> **WORK REQUEST**: The records follow. Copy them exactly, but omit the pictures.

> **PROVIDED INFORMATION**:
__________________________________________________
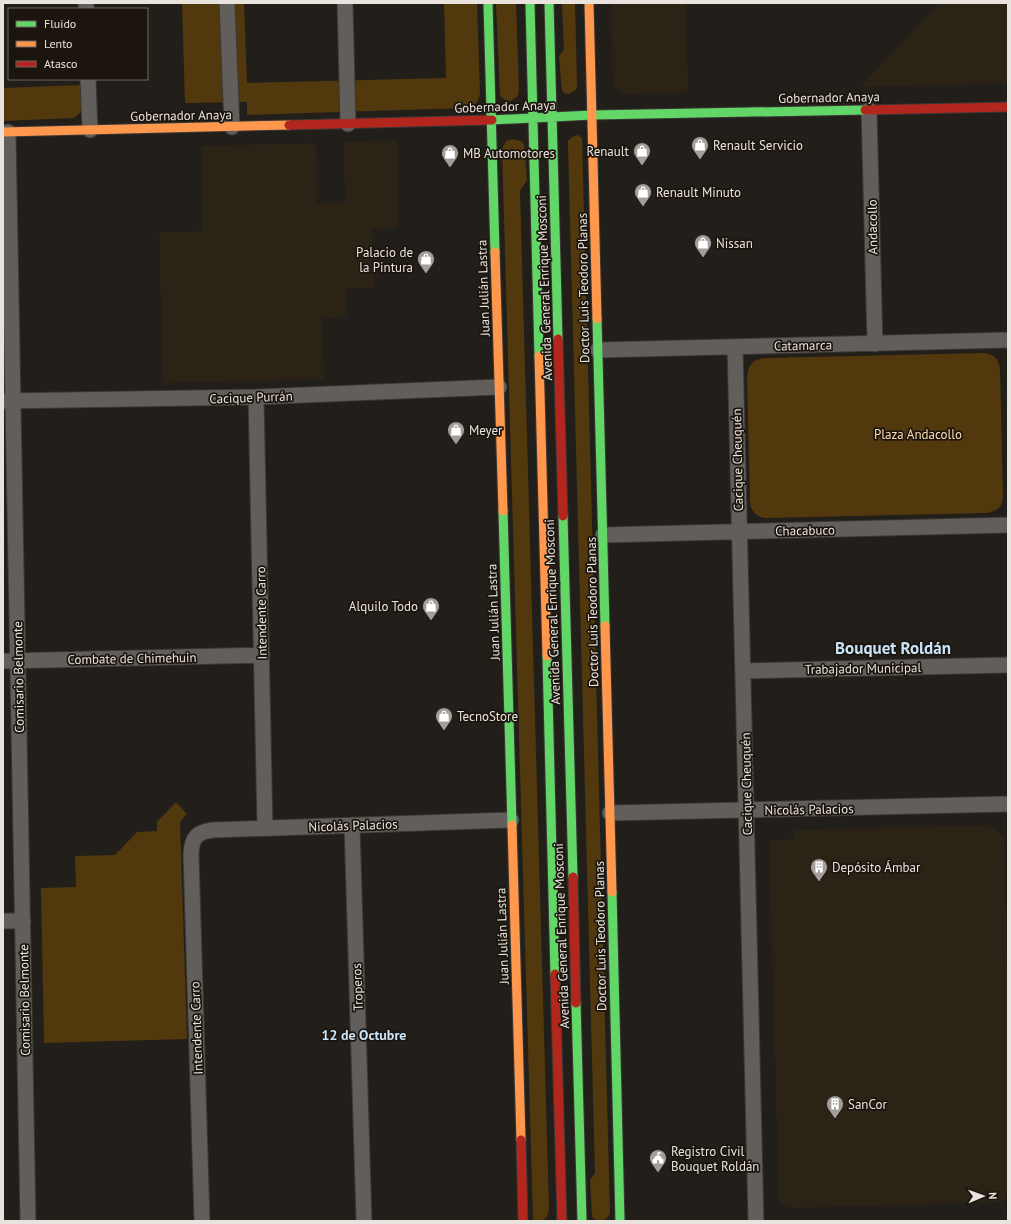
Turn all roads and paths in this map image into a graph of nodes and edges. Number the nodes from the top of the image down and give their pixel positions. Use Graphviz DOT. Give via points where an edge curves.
graph roads {
  1 [pos="227,3"];
  2 [pos="345,3"];
  3 [pos="488,3"];
  4 [pos="530,3"];
  5 [pos="549,3"];
  6 [pos="589,3"];
  7 [pos="88,80"];
  8 [pos="1008,107"];
  9 [pos="869,110"];
  10 [pos="592,115"];
  11 [pos="552,117"];
  12 [pos="534,118"];
  13 [pos="492,120"];
  14 [pos="348,124"];
  15 [pos="232,127"];
  16 [pos="90,130"];
  17 [pos="5,132"];
  18 [pos="1008,340"];
  19 [pos="874,344"];
  20 [pos="735,347"];
  21 [pos="598,350"];
  22 [pos="499,387"];
  23 [pos="256,397"];
  24 [pos="8,401"];
  25 [pos="1008,525"];
  26 [pos="739,532"];
  27 [pos="603,535"];
  28 [pos="262,655"];
  29 [pos="10,660"];
  30 [pos="1008,665"];
  31 [pos="743,671"];
  32 [pos="1008,804"];
  33 [pos="746,810"];
  34 [pos="610,813"];
  35 [pos="512,820"];
  36 [pos="352,826"];
  37 [pos="265,828"];
  38 [pos="196,836"];
  39 [pos="3,921"];
  40 [pos="23,921"];
  41 [pos="28,1221"];
  42 [pos="202,1221"];
  43 [pos="364,1221"];
  44 [pos="523,1221"];
  45 [pos="562,1221"];
  46 [pos="582,1221"];
  47 [pos="620,1221"];
  48 [pos="756,1221"];
  1 -- 15 [label="street"];
  2 -- 14 [label="street"];
  3 -- 13 [label="main road, Juan Julián Lastra"];
  4 -- 12 [label="main road, Avenida General Enrique Mosconi"];
  5 -- 11 [label="main road, Avenida General Enrique Mosconi"];
  6 -- 10 [label="main road, Doctor Luis Teodoro Planas"];
  7 -- 16 [label="street"];
  8 -- 9 [label="main road, Gobernador Anaya"];
  9 -- 10 [label="main road, Gobernador Anaya"];
  9 -- 19 [label="street, Andacollo"];
  10 -- 11 [label="main road, Gobernador Anaya"];
  10 -- 21 [label="main road, Doctor Luis Teodoro Planas"];
  11 -- 12 [label="main road, Gobernador Anaya"];
  11 -- 46 [label="main road, Avenida General Enrique Mosconi"];
  12 -- 13 [label="main road, Gobernador Anaya"];
  12 -- 45 [label="main road, Avenida General Enrique Mosconi"];
  13 -- 14 [label="main road, Gobernador Anaya"];
  13 -- 22 [label="main road, Juan Julián Lastra"];
  14 -- 15 [label="main road, Gobernador Anaya"];
  15 -- 16 [label="main road, Gobernador Anaya"];
  16 -- 17 [label="main road, Gobernador Anaya"];
  17 -- 24 [label="street, Comisario Belmonte"];
  18 -- 19 [label="street, Catamarca"];
  19 -- 20 [label="street, Catamarca"];
  20 -- 21 [label="street, Catamarca"];
  20 -- 26 [label="street, Cacique Cheuquén"];
  21 -- 27 [label="main road, Doctor Luis Teodoro Planas"];
  22 -- 23 [label="street, Cacique Purrán"];
  22 -- 35 [label="main road, Juan Julián Lastra"];
  23 -- 24 [label="street, Cacique Purrán"];
  23 -- 28 [label="street, Intendente Carro"];
  24 -- 29 [label="street, Comisario Belmonte"];
  25 -- 26 [label="street, Chacabuco"];
  26 -- 27 [label="street, Chacabuco"];
  26 -- 31 [label="street, Cacique Cheuquén"];
  27 -- 34 [label="main road, Doctor Luis Teodoro Planas"];
  28 -- 29 [label="street, Combate de Chimehuin"];
  28 -- 37 [label="street, Intendente Carro"];
  29 -- 40 [label="street, Comisario Belmonte"];
  30 -- 31 [label="street, Trabajador Municipal"];
  31 -- 33 [label="street, Cacique Cheuquén"];
  32 -- 33 [label="street, Nicolás Palacios"];
  33 -- 34 [label="street, Nicolás Palacios"];
  33 -- 48 [label="street, Cacique Cheuquén"];
  34 -- 47 [label="main road, Doctor Luis Teodoro Planas"];
  35 -- 36 [label="street, Nicolás Palacios"];
  35 -- 44 [label="main road, Juan Julián Lastra"];
  36 -- 37 [label="street, Nicolás Palacios"];
  36 -- 43 [label="street, Troperos"];
  37 -- 38 [label="street, Nicolás Palacios" via="213,830 201,832"];
  38 -- 42 [label="street, Intendente Carro" via="191,854"];
  39 -- 40 [label="street"];
  40 -- 41 [label="street, Comisario Belmonte"];
}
__________________________________________________
> **ANSWER TO THIS TASK**:
Turn all roads and paths in this map image into a graph of nodes and edges. Number the nodes from the top of the image down and give their pixel positions. Use Graphviz DOT. Give via points where an edge curves.
graph roads {
  1 [pos="227,3"];
  2 [pos="345,3"];
  3 [pos="488,3"];
  4 [pos="530,3"];
  5 [pos="549,3"];
  6 [pos="589,3"];
  7 [pos="88,80"];
  8 [pos="1008,107"];
  9 [pos="869,110"];
  10 [pos="592,115"];
  11 [pos="552,117"];
  12 [pos="534,118"];
  13 [pos="492,120"];
  14 [pos="348,124"];
  15 [pos="232,127"];
  16 [pos="90,130"];
  17 [pos="5,132"];
  18 [pos="1008,340"];
  19 [pos="874,344"];
  20 [pos="735,347"];
  21 [pos="598,350"];
  22 [pos="499,387"];
  23 [pos="256,397"];
  24 [pos="8,401"];
  25 [pos="1008,525"];
  26 [pos="739,532"];
  27 [pos="603,535"];
  28 [pos="262,655"];
  29 [pos="10,660"];
  30 [pos="1008,665"];
  31 [pos="743,671"];
  32 [pos="1008,804"];
  33 [pos="746,810"];
  34 [pos="610,813"];
  35 [pos="512,820"];
  36 [pos="352,826"];
  37 [pos="265,828"];
  38 [pos="196,836"];
  39 [pos="3,921"];
  40 [pos="23,921"];
  41 [pos="28,1221"];
  42 [pos="202,1221"];
  43 [pos="364,1221"];
  44 [pos="523,1221"];
  45 [pos="562,1221"];
  46 [pos="582,1221"];
  47 [pos="620,1221"];
  48 [pos="756,1221"];
  1 -- 15 [label="street"];
  2 -- 14 [label="street"];
  3 -- 13 [label="main road, Juan Julián Lastra"];
  4 -- 12 [label="main road, Avenida General Enrique Mosconi"];
  5 -- 11 [label="main road, Avenida General Enrique Mosconi"];
  6 -- 10 [label="main road, Doctor Luis Teodoro Planas"];
  7 -- 16 [label="street"];
  8 -- 9 [label="main road, Gobernador Anaya"];
  9 -- 10 [label="main road, Gobernador Anaya"];
  9 -- 19 [label="street, Andacollo"];
  10 -- 11 [label="main road, Gobernador Anaya"];
  10 -- 21 [label="main road, Doctor Luis Teodoro Planas"];
  11 -- 12 [label="main road, Gobernador Anaya"];
  11 -- 46 [label="main road, Avenida General Enrique Mosconi"];
  12 -- 13 [label="main road, Gobernador Anaya"];
  12 -- 45 [label="main road, Avenida General Enrique Mosconi"];
  13 -- 14 [label="main road, Gobernador Anaya"];
  13 -- 22 [label="main road, Juan Julián Lastra"];
  14 -- 15 [label="main road, Gobernador Anaya"];
  15 -- 16 [label="main road, Gobernador Anaya"];
  16 -- 17 [label="main road, Gobernador Anaya"];
  17 -- 24 [label="street, Comisario Belmonte"];
  18 -- 19 [label="street, Catamarca"];
  19 -- 20 [label="street, Catamarca"];
  20 -- 21 [label="street, Catamarca"];
  20 -- 26 [label="street, Cacique Cheuquén"];
  21 -- 27 [label="main road, Doctor Luis Teodoro Planas"];
  22 -- 23 [label="street, Cacique Purrán"];
  22 -- 35 [label="main road, Juan Julián Lastra"];
  23 -- 24 [label="street, Cacique Purrán"];
  23 -- 28 [label="street, Intendente Carro"];
  24 -- 29 [label="street, Comisario Belmonte"];
  25 -- 26 [label="street, Chacabuco"];
  26 -- 27 [label="street, Chacabuco"];
  26 -- 31 [label="street, Cacique Cheuquén"];
  27 -- 34 [label="main road, Doctor Luis Teodoro Planas"];
  28 -- 29 [label="street, Combate de Chimehuin"];
  28 -- 37 [label="street, Intendente Carro"];
  29 -- 40 [label="street, Comisario Belmonte"];
  30 -- 31 [label="street, Trabajador Municipal"];
  31 -- 33 [label="street, Cacique Cheuquén"];
  32 -- 33 [label="street, Nicolás Palacios"];
  33 -- 34 [label="street, Nicolás Palacios"];
  33 -- 48 [label="street, Cacique Cheuquén"];
  34 -- 47 [label="main road, Doctor Luis Teodoro Planas"];
  35 -- 36 [label="street, Nicolás Palacios"];
  35 -- 44 [label="main road, Juan Julián Lastra"];
  36 -- 37 [label="street, Nicolás Palacios"];
  36 -- 43 [label="street, Troperos"];
  37 -- 38 [label="street, Nicolás Palacios" via="213,830 201,832"];
  38 -- 42 [label="street, Intendente Carro" via="191,854"];
  39 -- 40 [label="street"];
  40 -- 41 [label="street, Comisario Belmonte"];
}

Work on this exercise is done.